Ese mal se vio expresado en el secuestro de su madre en 1990, cuando el narcotraficante Pablo Escobar engañó a Diana Turbay y al equipo periodístico del Noticiero Criptón. El criminal sabía que Diana tenía un firme compromiso con la paz de Colombia y lo usó para convencerla de ir a supuestamente entrevistar a alias el llamado cura Pérez, comandante del ELN, vil carnada para secuestrarla.
En su tiempo en cautiverio, Diana Turbay escribía cartas a su familia confirmándoles que los principios no se negocian y que los intereses del país (la extradición de narcotraficantes a los Estados Unidos) eran superiores a los personales. No sé cuántas veces ha repetido Miguel esas frases que adoptó como ley de vida. Por eso en cada acto político dejaba claro que Colombia tiene futuro y que no ha dejado de trabajar un solo día por ello.
Miguel es un colombiano que se recorre a pie cuanto barrio sea necesario para hablar con cada ciudadano, escucharlo y entender cómo mejorar esa vida. Es un hombre al que no le importan las circunstancias, se sube a un canasto en mitad de un parque en Bogotá para compartir su visión de país. Es un político que me enseñó cómo recibir insultos con una sonrisa, jamás perder el control y sólo desear el bien.
Por el atentado contra Miguel Uribe, millones de colombianos nos hemos unido en oración por su vida y en pedir garantías para el ejercicio político.
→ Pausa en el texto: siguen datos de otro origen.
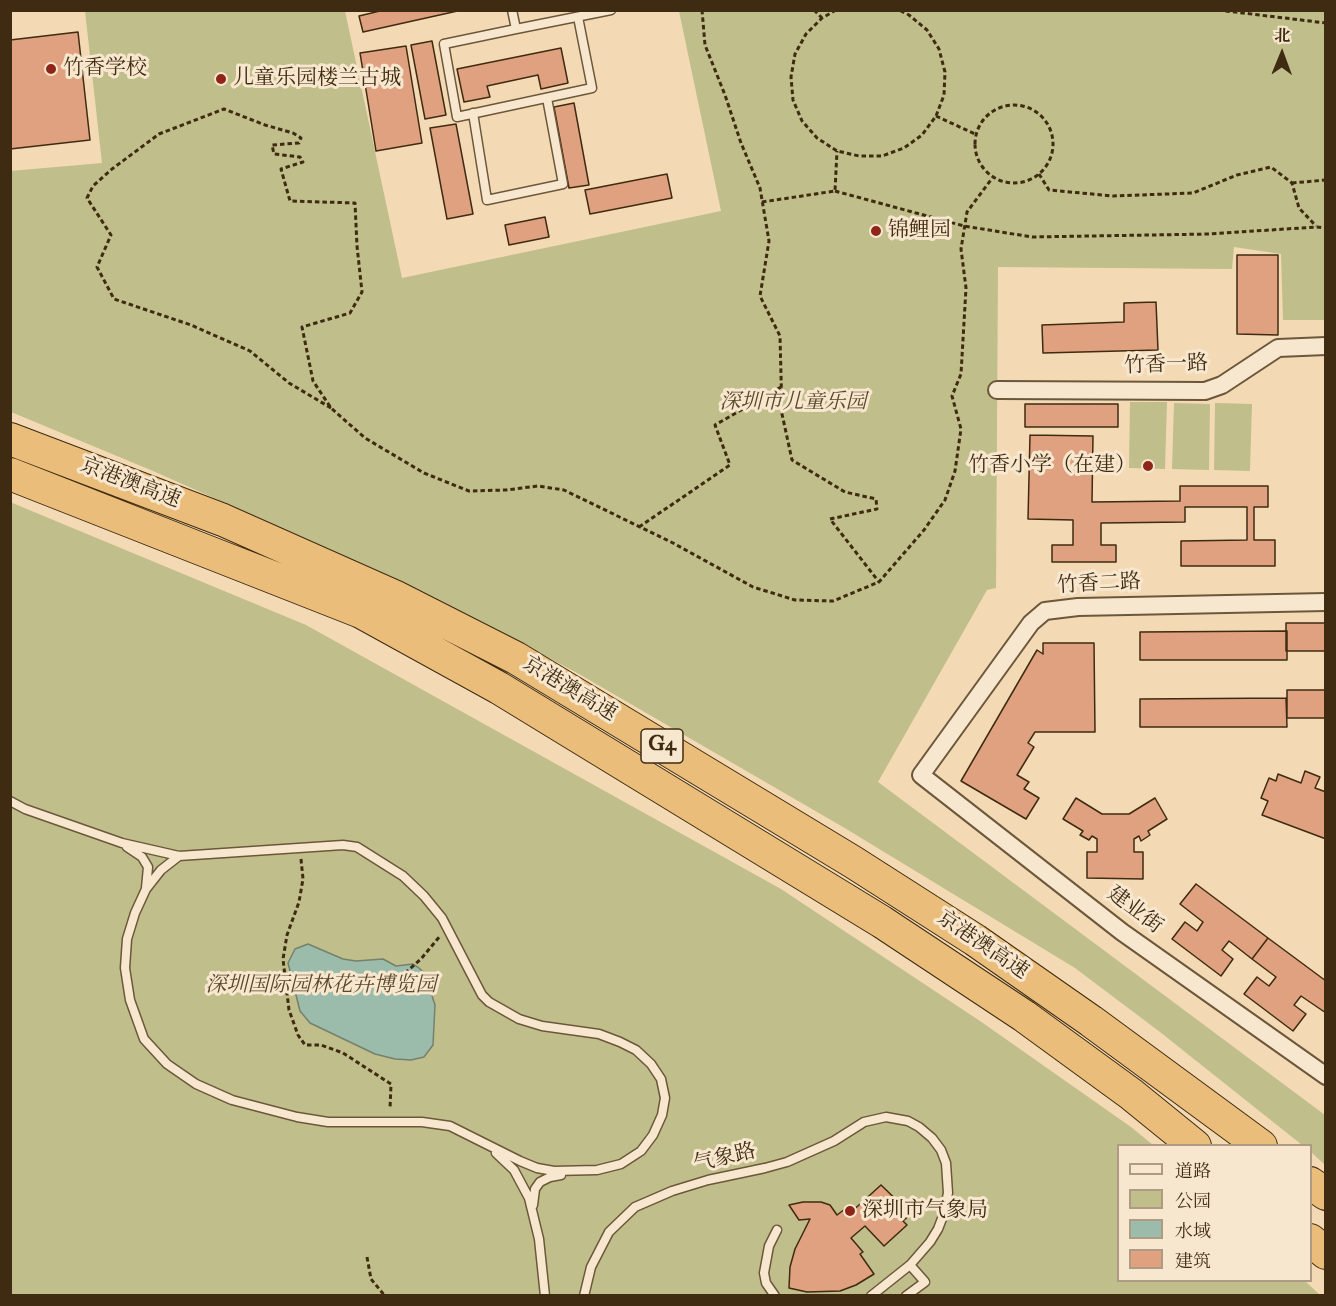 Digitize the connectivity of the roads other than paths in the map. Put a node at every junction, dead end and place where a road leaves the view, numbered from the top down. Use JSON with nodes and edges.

Nadie debería arriesgar su vida por trabajar en política. He visto varios amigos que he conocido en este ámbito expresar el dolor que les da ver a Miguel en una unidad de cuidados intensivos por un disparo en la cabeza cuando sólo cumplía con su deber una tarde de sábado. Recuerdo cómo con algunos de estos amigos nos quejábamos por insultos, vulgaridades y la violencia que vivíamos en la calle por hacer campaña —sí, romper volantes, escupir y pisar banderas de campaña es violencia— pero Miguel siempre nos recordaba que eso le daba más fuerza a nuestra labor.
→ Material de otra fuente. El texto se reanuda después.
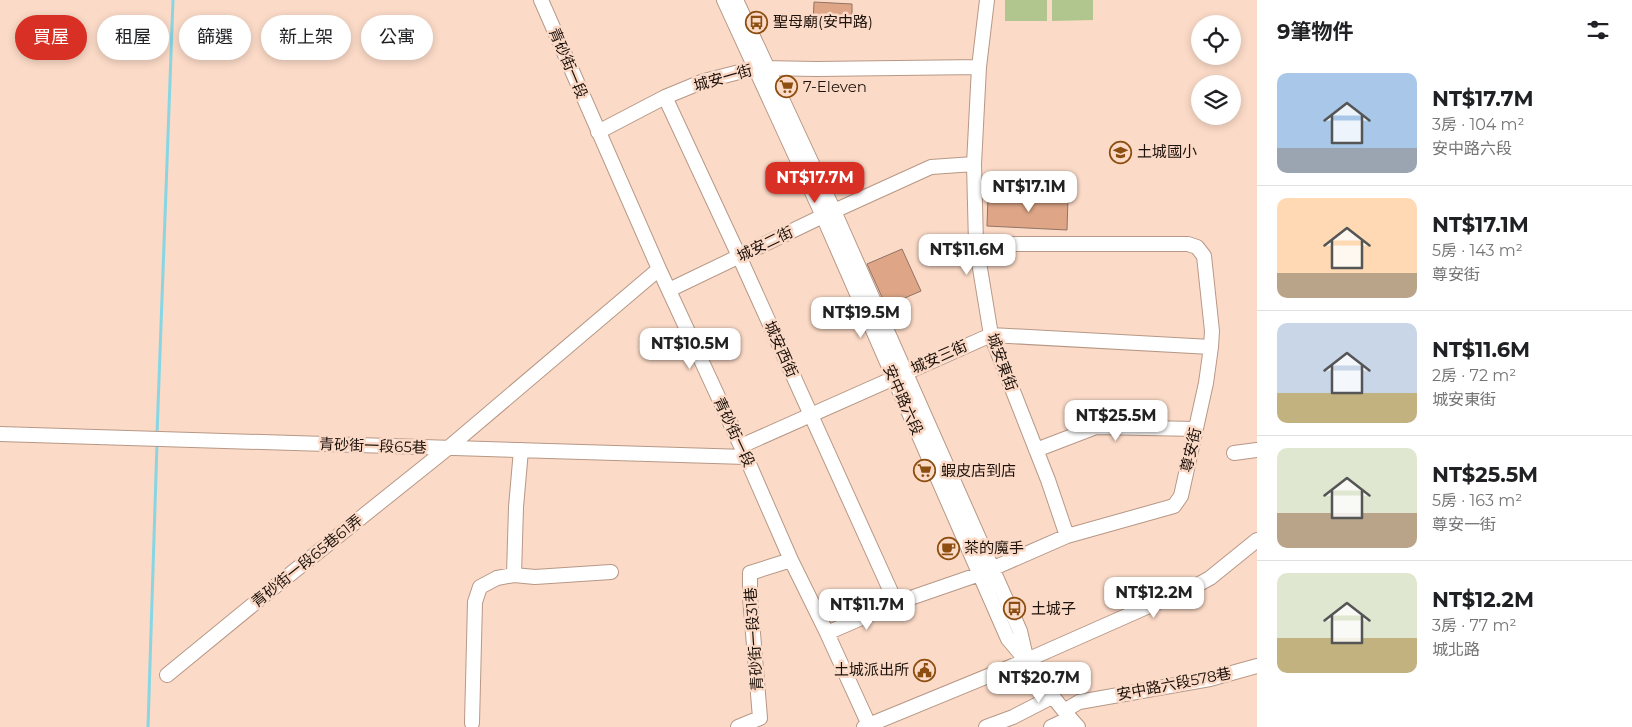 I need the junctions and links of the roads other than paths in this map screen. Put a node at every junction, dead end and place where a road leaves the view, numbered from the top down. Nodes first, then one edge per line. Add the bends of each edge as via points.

A las cosas se las llama por su nombre, porque lo que no se comunica no existe. El sicario que disparó a Miguel no debió siquiera pensar en la posibilidad de hacerlo, tenía que estar estudiando o compartiendo con otros de su edad. Ningún ciudadano debería necesitar protección especial para ejercer la política por pensar diferente a unos criminales. La familia Uribe Turbay no tendría que estar sufriendo lo indecible 35 años después de haber padecido por Diana Turbay. Los colombianos no deberíamos estar pidiendo que cese la violencia en la contienda política porque —bien lo pensó Aristóteles hace siglos— la alteridad no es enemistad.
Hoy Colombia necesita más que nunca recordar que la política es, ante todo, un acto de servicio. Miguel Uribe Turbay encarna esa verdad con su vida, su historia y su vocación. Que su lucha por la vida no sea en vano. Que su ejemplo nos convoque a rechazar el odio, a dignificar el la política y a defender la democracia con valentía y respeto. No podemos normalizar el terror ni permitir que el miedo defina quién puede participar en la construcción del país. A los violentos se les enfrenta con principios firmes, con instituciones sólidas y con una ciudadanía despierta. Porque Colombia no merece más mártires, merece líderes valientes como Miguel y un pueblo que no olvide jamás que la vida, la paz y la política decente son causas que debemos proteger sin descanso.